• WHAT THIS TASK INVOLVES: Nothing but the lines from the line with "Build a routing" through the end of the data is to be copied, and each is to be copied exactly.

• ENTRIES SUPPLIED:
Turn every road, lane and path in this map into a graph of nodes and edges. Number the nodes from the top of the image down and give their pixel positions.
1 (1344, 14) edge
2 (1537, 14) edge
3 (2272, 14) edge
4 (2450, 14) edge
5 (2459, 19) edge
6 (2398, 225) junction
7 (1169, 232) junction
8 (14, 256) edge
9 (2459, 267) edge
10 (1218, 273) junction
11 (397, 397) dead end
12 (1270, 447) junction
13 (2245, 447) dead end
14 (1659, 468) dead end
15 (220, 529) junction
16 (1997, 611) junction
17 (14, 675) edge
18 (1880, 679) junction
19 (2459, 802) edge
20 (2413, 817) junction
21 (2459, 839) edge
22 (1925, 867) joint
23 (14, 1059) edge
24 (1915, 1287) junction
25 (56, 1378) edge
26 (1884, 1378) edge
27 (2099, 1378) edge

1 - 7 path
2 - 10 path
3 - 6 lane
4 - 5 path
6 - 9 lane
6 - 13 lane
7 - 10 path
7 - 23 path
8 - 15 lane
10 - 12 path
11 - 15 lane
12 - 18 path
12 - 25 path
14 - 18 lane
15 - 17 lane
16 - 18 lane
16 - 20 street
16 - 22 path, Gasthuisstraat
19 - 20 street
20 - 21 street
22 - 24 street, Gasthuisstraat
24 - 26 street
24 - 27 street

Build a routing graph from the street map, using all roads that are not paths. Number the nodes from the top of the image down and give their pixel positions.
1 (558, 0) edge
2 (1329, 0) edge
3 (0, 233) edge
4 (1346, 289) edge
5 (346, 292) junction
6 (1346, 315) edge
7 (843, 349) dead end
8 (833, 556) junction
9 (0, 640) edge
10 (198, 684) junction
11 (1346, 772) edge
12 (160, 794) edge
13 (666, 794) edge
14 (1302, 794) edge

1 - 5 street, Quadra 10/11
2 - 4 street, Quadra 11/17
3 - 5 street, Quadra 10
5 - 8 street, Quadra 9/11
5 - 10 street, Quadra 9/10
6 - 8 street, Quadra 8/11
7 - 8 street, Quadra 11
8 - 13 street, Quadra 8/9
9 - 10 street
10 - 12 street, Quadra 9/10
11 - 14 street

• SOLUTION:
Build a routing graph from the street map, using all roads that are not paths. Number the nodes from the top of the image down and give their pixel positions.
1 (558, 0) edge
2 (1329, 0) edge
3 (0, 233) edge
4 (1346, 289) edge
5 (346, 292) junction
6 (1346, 315) edge
7 (843, 349) dead end
8 (833, 556) junction
9 (0, 640) edge
10 (198, 684) junction
11 (1346, 772) edge
12 (160, 794) edge
13 (666, 794) edge
14 (1302, 794) edge

1 - 5 street, Quadra 10/11
2 - 4 street, Quadra 11/17
3 - 5 street, Quadra 10
5 - 8 street, Quadra 9/11
5 - 10 street, Quadra 9/10
6 - 8 street, Quadra 8/11
7 - 8 street, Quadra 11
8 - 13 street, Quadra 8/9
9 - 10 street
10 - 12 street, Quadra 9/10
11 - 14 street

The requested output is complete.